▶ **Task brief**
Go through the material below, count the lines with the word "Nzimoto", and reply with the count alone.
━━━━━ Data in this exercise ━━━━━
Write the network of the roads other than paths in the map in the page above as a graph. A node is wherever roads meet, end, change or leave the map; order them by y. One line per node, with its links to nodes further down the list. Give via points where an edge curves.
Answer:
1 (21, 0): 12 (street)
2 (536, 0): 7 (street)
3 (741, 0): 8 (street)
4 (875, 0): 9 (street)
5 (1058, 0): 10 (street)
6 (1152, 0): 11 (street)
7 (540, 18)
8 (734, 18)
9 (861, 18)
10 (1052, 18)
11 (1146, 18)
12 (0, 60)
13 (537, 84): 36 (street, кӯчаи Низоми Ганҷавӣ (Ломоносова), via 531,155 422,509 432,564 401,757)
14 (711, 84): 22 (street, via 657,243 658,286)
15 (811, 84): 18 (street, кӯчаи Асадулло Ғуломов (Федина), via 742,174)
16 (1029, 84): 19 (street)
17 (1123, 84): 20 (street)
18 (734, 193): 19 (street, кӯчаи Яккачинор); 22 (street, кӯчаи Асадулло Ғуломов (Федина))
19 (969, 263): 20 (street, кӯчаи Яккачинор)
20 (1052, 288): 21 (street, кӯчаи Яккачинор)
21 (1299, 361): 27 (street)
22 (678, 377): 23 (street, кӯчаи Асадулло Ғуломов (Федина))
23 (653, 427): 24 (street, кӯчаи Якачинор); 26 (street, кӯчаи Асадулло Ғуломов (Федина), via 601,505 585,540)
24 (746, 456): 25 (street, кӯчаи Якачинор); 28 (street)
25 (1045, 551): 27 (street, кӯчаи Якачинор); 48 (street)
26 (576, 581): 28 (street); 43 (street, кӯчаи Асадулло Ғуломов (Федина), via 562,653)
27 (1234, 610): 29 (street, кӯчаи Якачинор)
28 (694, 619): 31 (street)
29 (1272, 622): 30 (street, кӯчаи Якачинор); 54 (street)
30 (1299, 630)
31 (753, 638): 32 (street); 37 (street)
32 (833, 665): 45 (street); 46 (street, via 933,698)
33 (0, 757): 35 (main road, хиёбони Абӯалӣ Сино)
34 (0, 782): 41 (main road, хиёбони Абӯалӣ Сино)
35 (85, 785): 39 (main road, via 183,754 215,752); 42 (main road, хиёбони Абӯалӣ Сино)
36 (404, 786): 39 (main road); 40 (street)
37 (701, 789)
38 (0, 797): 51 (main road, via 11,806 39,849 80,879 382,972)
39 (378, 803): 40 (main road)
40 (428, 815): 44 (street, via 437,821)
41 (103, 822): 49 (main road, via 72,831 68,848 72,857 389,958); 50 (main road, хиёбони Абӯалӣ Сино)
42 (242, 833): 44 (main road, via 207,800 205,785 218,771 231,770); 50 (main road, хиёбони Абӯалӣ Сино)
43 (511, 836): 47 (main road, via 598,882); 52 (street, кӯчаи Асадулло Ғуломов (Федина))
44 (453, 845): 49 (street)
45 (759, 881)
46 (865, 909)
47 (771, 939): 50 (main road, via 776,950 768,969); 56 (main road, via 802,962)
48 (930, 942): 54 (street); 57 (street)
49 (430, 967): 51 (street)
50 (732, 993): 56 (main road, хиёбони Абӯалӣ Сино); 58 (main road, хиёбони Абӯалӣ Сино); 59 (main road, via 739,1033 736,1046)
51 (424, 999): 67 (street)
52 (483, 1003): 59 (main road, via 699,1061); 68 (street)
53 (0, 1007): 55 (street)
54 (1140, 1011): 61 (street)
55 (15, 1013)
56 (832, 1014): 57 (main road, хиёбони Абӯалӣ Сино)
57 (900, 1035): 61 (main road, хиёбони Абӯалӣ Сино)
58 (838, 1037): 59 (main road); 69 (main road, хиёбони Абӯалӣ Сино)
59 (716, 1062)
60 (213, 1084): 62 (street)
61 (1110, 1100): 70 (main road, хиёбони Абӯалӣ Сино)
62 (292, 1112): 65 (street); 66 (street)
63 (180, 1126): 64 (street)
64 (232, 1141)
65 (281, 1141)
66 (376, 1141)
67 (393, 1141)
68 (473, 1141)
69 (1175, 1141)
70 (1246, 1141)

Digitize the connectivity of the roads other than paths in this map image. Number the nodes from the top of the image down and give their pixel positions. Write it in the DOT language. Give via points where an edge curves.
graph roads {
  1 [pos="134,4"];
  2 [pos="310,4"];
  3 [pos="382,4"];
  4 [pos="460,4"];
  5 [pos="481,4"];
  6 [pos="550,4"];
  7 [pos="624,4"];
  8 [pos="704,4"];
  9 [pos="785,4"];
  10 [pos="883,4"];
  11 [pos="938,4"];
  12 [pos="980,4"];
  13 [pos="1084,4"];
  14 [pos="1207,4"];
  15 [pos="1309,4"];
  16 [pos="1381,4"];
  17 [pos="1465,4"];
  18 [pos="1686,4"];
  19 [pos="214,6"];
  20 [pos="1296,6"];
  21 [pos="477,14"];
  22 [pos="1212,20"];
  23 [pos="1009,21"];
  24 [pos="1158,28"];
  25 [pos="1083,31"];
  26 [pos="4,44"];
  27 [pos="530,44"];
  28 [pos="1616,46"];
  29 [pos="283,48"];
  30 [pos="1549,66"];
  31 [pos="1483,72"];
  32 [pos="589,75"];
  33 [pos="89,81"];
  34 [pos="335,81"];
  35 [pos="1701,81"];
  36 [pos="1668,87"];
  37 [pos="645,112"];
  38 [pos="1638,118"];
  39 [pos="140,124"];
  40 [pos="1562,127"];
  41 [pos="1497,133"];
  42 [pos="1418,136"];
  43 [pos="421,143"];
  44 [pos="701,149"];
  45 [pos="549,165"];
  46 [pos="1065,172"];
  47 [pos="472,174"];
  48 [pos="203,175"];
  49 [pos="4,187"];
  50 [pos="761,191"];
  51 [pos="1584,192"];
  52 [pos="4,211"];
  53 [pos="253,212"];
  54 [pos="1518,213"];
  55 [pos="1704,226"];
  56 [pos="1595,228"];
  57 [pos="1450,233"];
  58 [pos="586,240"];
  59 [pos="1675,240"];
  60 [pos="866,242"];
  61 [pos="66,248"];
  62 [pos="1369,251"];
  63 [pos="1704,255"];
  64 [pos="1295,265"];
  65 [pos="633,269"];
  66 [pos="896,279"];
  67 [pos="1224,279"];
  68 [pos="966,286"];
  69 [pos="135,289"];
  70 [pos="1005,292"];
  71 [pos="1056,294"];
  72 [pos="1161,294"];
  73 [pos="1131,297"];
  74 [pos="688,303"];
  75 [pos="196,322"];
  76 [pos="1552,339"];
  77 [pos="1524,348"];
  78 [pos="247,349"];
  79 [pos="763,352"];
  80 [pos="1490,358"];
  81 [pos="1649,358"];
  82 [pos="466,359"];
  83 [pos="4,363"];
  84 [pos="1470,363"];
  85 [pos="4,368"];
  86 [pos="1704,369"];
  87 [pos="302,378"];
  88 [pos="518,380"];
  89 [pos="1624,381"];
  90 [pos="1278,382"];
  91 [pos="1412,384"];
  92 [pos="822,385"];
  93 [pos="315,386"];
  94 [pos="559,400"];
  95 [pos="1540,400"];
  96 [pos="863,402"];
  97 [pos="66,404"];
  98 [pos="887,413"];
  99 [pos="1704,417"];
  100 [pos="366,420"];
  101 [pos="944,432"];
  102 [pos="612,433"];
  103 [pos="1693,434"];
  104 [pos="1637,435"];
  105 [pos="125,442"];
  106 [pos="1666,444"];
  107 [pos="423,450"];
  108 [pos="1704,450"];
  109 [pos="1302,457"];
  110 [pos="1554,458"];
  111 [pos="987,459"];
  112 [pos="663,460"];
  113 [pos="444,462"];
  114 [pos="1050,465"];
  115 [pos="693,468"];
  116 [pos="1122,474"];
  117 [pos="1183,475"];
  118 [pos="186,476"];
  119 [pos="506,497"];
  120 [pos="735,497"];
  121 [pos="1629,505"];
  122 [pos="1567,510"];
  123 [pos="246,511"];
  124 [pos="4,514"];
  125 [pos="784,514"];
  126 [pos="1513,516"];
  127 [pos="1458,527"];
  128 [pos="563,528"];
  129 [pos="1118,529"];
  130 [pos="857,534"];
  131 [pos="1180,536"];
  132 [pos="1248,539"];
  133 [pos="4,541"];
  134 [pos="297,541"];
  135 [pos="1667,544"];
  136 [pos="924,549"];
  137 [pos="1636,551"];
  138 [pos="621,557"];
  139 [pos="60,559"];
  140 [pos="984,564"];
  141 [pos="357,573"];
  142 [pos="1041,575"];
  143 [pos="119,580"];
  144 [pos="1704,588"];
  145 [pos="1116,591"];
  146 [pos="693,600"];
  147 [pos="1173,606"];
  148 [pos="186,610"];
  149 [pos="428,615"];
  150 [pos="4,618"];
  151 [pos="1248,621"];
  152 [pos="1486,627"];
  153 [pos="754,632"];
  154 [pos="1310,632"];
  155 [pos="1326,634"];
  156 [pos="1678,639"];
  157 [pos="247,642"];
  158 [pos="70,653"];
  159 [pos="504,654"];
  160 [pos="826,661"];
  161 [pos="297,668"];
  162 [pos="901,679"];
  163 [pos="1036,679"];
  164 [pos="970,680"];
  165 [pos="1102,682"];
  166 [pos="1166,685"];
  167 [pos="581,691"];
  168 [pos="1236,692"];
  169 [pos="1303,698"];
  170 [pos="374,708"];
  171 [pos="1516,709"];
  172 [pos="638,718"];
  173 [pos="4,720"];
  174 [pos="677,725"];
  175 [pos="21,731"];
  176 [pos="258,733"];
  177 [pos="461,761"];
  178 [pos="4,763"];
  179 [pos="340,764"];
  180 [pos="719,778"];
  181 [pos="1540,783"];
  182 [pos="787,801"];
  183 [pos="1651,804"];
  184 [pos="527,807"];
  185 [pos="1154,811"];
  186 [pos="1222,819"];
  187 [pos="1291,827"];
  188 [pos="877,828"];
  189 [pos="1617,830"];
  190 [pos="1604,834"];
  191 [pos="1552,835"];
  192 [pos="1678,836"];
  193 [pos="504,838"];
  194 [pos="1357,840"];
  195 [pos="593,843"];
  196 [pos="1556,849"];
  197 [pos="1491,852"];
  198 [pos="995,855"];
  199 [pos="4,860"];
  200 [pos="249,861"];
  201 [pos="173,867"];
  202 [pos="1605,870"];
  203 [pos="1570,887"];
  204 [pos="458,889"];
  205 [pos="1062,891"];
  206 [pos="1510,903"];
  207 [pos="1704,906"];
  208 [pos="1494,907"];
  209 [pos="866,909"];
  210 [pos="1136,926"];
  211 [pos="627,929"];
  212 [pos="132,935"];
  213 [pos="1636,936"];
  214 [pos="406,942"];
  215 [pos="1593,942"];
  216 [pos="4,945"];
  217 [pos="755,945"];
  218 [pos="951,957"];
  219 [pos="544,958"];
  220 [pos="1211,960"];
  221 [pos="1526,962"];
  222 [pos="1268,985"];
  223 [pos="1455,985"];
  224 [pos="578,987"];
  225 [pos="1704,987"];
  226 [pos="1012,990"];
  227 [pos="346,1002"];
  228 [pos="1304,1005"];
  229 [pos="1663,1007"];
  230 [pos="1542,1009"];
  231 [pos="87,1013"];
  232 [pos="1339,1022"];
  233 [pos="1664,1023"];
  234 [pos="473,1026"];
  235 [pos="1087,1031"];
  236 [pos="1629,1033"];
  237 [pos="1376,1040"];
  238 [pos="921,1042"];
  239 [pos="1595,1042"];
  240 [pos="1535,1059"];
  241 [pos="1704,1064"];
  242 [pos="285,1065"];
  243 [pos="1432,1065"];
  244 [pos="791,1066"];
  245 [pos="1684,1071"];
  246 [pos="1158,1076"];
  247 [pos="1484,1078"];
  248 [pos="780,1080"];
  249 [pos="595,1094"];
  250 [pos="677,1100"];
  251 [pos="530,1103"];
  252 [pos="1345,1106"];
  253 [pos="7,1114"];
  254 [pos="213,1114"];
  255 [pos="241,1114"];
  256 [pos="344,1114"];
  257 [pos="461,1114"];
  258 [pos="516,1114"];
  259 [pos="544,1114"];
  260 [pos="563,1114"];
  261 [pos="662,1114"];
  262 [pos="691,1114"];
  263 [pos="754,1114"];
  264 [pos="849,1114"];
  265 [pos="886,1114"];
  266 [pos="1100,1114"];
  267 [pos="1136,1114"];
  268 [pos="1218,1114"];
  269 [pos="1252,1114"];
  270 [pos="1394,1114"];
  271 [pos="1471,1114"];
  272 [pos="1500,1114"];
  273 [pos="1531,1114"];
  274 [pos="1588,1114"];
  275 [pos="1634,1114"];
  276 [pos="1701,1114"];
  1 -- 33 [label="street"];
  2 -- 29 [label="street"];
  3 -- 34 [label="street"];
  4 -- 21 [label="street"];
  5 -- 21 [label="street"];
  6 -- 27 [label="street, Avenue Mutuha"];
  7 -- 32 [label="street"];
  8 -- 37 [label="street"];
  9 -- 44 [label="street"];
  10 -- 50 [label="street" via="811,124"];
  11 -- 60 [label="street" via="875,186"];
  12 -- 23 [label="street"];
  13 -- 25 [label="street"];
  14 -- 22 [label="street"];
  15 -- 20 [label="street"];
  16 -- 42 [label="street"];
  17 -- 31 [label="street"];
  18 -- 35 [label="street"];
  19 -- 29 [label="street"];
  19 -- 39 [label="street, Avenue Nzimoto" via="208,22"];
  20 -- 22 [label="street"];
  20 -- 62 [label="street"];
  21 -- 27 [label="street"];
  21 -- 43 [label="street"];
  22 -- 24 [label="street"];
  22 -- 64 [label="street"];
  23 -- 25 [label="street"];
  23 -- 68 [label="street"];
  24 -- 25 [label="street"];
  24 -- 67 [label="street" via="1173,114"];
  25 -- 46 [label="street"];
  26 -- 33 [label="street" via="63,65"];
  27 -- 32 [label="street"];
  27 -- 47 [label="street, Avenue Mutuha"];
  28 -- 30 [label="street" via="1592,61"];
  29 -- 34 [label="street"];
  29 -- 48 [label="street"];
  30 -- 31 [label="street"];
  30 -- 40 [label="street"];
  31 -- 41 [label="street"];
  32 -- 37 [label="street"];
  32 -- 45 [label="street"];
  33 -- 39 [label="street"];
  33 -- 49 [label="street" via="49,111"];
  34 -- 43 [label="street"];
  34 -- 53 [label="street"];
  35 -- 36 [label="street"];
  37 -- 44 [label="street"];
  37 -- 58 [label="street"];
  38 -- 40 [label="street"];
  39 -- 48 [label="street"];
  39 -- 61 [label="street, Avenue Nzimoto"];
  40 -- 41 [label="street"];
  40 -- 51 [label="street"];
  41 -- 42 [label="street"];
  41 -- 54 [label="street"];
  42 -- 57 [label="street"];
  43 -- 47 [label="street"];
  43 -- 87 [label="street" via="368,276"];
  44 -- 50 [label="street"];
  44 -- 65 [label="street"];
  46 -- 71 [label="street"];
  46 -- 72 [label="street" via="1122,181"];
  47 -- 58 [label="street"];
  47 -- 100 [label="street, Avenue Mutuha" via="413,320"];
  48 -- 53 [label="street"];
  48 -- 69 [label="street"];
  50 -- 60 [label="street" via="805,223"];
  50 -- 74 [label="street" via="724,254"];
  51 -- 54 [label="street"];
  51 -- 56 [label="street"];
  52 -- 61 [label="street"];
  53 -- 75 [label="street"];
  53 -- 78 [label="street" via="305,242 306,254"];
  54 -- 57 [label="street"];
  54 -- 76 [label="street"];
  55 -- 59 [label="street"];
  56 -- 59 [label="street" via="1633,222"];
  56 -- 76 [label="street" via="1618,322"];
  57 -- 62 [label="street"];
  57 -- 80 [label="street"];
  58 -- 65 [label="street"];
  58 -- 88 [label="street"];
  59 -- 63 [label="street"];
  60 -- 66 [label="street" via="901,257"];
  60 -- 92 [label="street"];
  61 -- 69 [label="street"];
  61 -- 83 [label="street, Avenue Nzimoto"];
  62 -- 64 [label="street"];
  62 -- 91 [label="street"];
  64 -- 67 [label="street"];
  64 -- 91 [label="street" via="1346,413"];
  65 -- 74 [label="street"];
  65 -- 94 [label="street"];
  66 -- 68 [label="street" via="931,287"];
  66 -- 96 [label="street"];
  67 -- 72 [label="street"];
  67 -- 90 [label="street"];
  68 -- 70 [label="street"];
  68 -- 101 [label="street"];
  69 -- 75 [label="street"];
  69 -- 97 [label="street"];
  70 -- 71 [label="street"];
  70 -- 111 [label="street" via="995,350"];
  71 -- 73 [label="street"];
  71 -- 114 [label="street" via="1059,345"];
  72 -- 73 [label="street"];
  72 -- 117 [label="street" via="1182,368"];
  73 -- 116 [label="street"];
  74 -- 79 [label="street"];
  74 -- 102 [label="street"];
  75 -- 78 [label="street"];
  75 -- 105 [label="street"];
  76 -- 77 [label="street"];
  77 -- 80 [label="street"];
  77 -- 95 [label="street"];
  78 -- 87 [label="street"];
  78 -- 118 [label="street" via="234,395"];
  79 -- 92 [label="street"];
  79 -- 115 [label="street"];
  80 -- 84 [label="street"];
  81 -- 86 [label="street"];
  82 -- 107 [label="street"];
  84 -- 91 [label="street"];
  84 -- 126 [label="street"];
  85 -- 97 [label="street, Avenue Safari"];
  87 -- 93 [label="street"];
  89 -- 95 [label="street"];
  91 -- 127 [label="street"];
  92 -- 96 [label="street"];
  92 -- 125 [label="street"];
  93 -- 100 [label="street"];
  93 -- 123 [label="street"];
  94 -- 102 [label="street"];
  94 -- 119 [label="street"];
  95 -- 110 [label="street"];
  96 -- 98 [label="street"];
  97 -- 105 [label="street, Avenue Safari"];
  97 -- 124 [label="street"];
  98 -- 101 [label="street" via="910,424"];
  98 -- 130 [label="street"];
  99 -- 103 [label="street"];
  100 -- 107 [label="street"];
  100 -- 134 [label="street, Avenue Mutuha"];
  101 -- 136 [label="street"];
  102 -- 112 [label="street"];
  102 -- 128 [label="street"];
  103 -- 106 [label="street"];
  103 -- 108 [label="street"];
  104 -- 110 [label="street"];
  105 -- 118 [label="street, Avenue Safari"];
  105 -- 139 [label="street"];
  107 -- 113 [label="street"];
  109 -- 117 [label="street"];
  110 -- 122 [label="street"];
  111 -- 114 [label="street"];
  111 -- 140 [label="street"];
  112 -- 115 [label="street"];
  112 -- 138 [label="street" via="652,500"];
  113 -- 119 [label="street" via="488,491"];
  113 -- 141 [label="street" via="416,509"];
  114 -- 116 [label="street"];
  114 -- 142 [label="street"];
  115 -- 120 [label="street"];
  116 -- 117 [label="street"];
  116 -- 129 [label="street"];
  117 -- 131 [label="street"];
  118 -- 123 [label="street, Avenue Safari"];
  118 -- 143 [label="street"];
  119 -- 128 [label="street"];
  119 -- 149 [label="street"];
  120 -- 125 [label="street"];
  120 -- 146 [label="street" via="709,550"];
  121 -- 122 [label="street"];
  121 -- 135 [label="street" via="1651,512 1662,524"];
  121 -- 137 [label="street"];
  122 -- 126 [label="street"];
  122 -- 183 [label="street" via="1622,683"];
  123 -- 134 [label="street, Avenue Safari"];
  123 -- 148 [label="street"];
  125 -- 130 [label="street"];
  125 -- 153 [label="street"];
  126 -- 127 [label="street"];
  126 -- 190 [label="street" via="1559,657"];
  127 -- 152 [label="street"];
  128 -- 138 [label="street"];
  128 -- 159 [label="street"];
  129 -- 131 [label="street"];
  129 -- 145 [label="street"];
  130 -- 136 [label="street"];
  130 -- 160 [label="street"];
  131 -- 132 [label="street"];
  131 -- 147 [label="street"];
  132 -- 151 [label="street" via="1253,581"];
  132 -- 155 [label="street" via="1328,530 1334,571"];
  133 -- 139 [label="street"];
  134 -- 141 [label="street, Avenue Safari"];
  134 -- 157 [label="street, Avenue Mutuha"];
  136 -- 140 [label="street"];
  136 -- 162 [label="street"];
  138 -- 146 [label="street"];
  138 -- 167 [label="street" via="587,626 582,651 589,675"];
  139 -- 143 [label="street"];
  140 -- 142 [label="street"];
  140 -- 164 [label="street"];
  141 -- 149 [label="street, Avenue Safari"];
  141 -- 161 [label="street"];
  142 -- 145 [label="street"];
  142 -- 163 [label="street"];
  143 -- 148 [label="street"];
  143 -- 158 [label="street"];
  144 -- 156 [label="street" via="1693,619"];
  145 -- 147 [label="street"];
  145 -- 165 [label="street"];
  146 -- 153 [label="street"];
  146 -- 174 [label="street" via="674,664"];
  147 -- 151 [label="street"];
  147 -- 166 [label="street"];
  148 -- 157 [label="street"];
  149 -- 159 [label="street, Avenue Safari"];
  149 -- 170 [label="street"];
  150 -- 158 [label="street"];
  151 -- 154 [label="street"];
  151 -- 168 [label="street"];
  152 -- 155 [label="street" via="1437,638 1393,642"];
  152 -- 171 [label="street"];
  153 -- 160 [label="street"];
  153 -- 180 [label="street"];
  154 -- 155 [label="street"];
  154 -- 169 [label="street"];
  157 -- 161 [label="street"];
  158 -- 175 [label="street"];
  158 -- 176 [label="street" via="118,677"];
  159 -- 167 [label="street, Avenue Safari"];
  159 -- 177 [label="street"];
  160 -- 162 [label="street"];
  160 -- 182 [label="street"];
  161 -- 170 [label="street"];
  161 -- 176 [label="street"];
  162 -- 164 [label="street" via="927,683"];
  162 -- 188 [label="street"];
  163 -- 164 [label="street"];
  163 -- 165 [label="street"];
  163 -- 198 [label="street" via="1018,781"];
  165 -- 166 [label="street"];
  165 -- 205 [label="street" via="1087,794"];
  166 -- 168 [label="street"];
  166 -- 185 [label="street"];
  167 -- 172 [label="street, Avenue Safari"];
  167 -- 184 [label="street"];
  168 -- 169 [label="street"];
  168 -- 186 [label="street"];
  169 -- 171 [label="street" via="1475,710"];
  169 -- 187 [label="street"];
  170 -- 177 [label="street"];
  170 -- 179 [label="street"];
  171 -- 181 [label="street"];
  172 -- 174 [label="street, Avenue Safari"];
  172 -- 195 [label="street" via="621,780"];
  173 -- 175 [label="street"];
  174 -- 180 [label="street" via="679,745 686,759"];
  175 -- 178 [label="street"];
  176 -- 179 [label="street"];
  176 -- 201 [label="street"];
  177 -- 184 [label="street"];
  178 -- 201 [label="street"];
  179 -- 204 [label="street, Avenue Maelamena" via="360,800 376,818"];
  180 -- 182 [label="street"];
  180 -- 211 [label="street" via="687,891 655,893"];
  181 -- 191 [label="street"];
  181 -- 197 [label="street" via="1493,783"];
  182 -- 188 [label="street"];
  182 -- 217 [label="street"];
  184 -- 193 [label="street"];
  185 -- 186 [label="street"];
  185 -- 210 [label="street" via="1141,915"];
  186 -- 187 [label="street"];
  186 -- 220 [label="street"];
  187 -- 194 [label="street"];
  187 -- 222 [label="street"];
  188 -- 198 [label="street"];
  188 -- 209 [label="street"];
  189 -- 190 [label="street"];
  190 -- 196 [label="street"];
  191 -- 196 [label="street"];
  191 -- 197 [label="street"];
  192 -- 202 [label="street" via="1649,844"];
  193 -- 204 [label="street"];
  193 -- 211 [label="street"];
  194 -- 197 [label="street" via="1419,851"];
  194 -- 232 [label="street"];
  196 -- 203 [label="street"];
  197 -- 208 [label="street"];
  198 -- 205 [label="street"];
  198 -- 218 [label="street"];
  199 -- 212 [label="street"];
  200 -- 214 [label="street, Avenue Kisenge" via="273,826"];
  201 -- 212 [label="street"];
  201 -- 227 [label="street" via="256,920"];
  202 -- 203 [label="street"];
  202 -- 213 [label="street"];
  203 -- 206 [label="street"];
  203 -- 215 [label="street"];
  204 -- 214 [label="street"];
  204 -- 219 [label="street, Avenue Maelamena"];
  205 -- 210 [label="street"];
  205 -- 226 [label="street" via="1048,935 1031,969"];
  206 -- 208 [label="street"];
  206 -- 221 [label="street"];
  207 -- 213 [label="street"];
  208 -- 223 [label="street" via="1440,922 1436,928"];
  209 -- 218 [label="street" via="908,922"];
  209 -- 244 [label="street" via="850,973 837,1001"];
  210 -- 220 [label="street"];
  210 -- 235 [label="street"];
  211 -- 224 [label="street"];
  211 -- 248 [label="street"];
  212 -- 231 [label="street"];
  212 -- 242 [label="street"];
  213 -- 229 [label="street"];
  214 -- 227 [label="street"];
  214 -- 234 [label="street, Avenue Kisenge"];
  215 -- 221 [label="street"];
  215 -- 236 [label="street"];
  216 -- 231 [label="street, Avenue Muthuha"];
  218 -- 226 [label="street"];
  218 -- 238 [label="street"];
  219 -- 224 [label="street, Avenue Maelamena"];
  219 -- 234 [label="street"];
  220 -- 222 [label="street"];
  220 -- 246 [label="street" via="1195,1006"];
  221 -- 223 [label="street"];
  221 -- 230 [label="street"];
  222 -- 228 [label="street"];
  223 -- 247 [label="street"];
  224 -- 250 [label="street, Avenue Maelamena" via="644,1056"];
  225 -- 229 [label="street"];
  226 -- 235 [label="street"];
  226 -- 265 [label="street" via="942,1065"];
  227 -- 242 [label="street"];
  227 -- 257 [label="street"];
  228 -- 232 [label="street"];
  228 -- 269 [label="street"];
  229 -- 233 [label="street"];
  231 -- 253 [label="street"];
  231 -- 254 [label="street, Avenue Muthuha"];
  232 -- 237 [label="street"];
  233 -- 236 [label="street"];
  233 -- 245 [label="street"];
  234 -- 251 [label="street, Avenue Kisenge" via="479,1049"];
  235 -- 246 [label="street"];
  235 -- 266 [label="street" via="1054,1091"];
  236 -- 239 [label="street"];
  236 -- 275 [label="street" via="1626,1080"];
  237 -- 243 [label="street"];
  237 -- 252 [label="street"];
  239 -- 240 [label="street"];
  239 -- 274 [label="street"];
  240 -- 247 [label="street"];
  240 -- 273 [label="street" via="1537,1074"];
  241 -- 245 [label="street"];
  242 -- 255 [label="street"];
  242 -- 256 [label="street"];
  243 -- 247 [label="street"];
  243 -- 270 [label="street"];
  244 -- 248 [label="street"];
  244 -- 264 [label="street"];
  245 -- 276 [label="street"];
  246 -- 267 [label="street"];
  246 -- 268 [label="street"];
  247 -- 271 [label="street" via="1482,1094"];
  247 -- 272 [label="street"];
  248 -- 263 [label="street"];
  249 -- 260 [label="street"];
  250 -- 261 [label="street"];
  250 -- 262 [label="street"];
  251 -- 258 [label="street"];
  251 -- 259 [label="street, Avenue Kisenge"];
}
━━━━━
▶ **Task response**
3